Wollvliese

Wolle ist nicht gleich Wolle. So viele Schafrassen es gibt, so viele Wollqualitäten gibt es auch. Hier liegt das besondere Augenmerk auf dem Vlies der bedrohten in Vergessenheit geratenen Haustierrassen und deren artgerechte Haltung in biologischer Landwirtschaft. Die Wolle wird bei Bauern der Region Bucklige Welt erworben und zu kardiertem Wollvlies, dem Ausgangsmaterial zum Spinnen und Filzen, weiter verarbeit.

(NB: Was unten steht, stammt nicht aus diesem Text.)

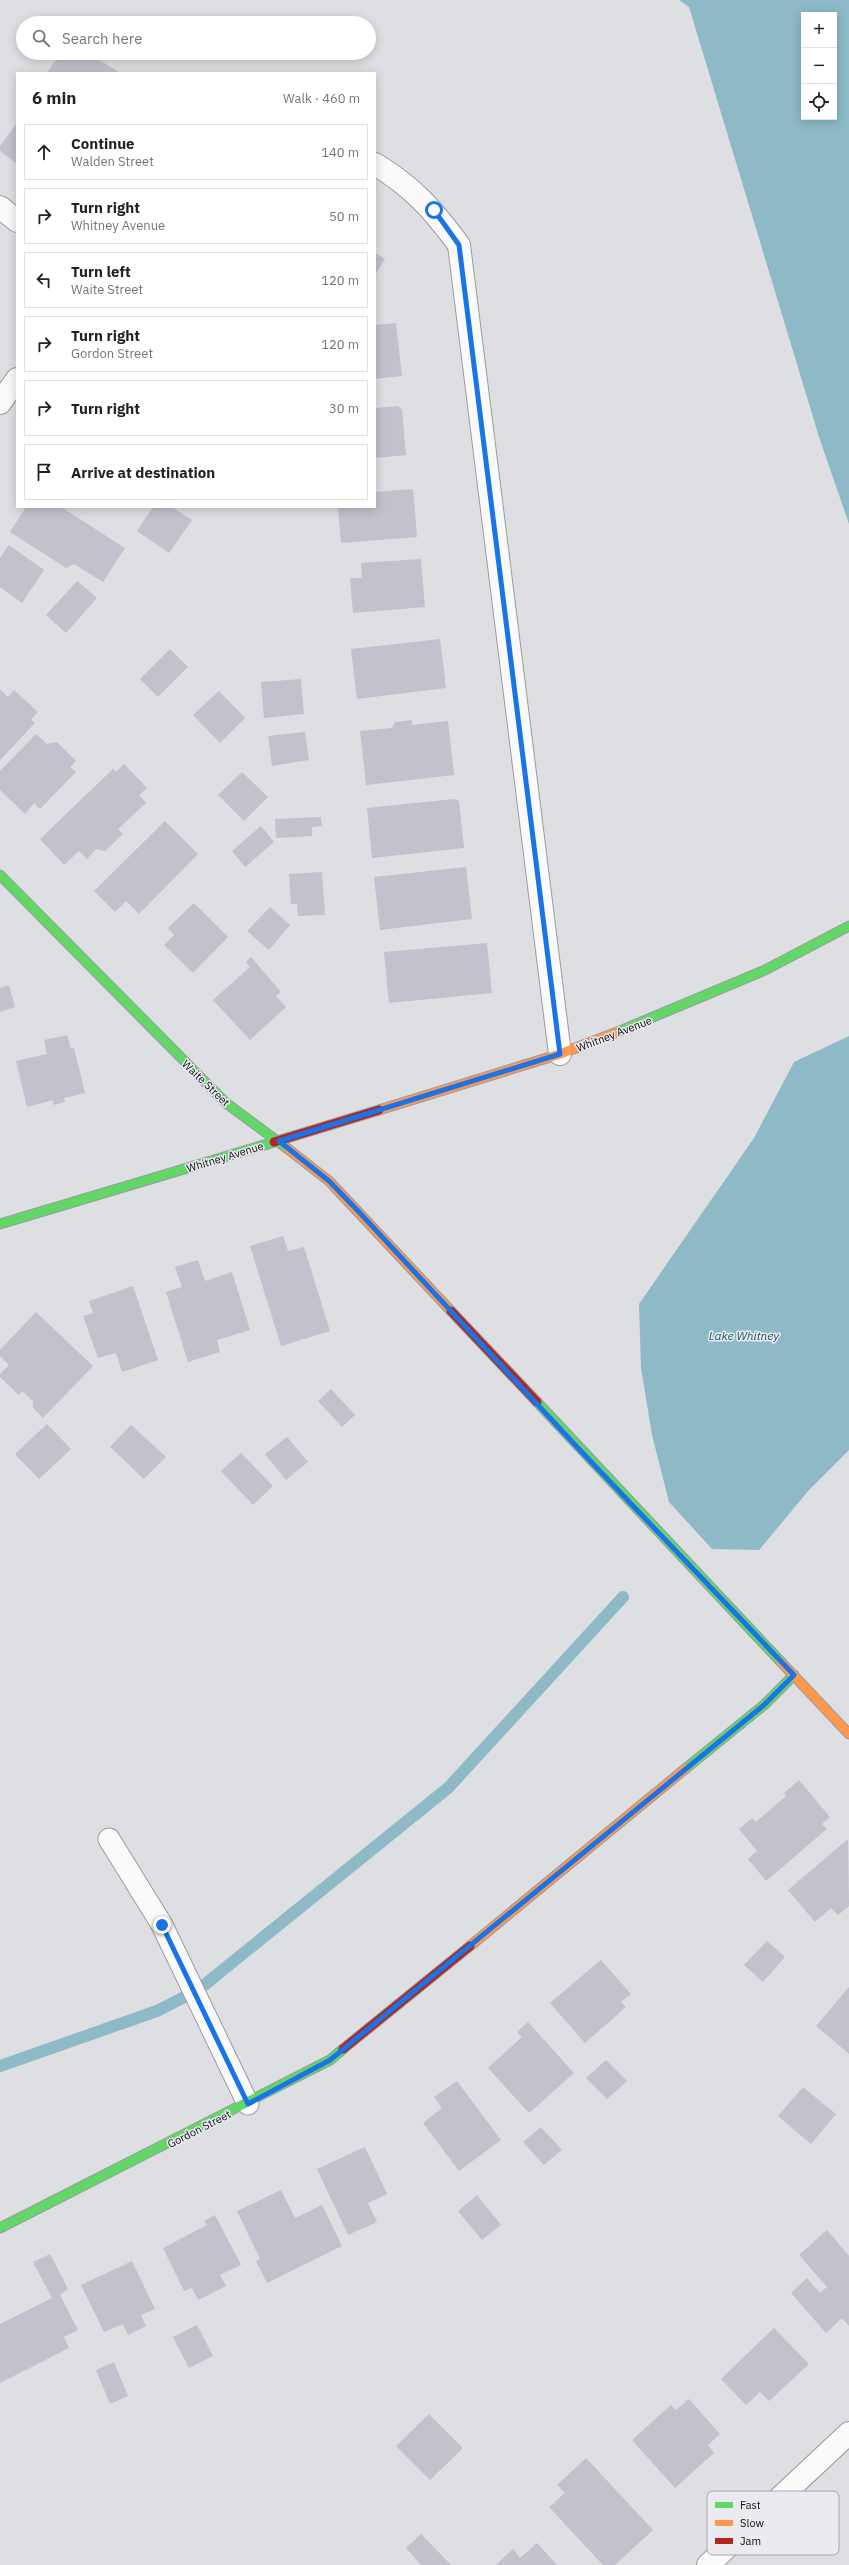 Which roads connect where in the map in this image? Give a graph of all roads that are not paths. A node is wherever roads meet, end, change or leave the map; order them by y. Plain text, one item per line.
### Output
1 (376, 165) edge
2 (0, 207) edge
3 (16, 220) edge
4 (16, 380) edge
5 (0, 404) edge
6 (0, 876) edge
7 (849, 926) edge
8 (560, 1054) junction
9 (279, 1141) junction
10 (0, 1224) edge
11 (794, 1675) junction
12 (849, 1734) edge
13 (109, 1839) dead end
14 (248, 2104) junction
15 (0, 2228) edge
16 (849, 2433) edge
17 (787, 2491) edge
18 (719, 2555) edge
19 (708, 2565) edge

1 - 8 street
2 - 3 street
4 - 5 street
6 - 9 street, Waite Street
7 - 8 street, Whitney Avenue
8 - 9 street, Whitney Avenue
9 - 10 street, Whitney Avenue
9 - 11 street, Waite Street
11 - 12 street, Waite Street
11 - 14 street, Gordon Street
13 - 14 lane
14 - 15 street, Gordon Street
16 - 17 street
18 - 19 street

Für die Landwirte wird dadurch das Fell ihrer Schafe aufgewertet, war es doch bisher meist nur ein Abfallprodukt nach der notwendigen und teuren Schur. Da Wolle selbstreinigend ist, wird sie besonders schonend nur mit Wasser und falls nötig mit milder Schmierseife ohne Chemie gewaschen. Dadurch bleibt das für die Qualität wertvolle Wollfett (Lanolin) erhalten. Sie spüren den Unterschied! Natürlich ist das Vlies, im Gegensatz zu Wolle aus Übersee, frei von chemischen Zusätzen bzw. Pestiziden. Immer wieder gibt es auch pflanzengefärbtes Vlies und Spezialmischungen. Stöbern Sie dafür bitte im Webshop!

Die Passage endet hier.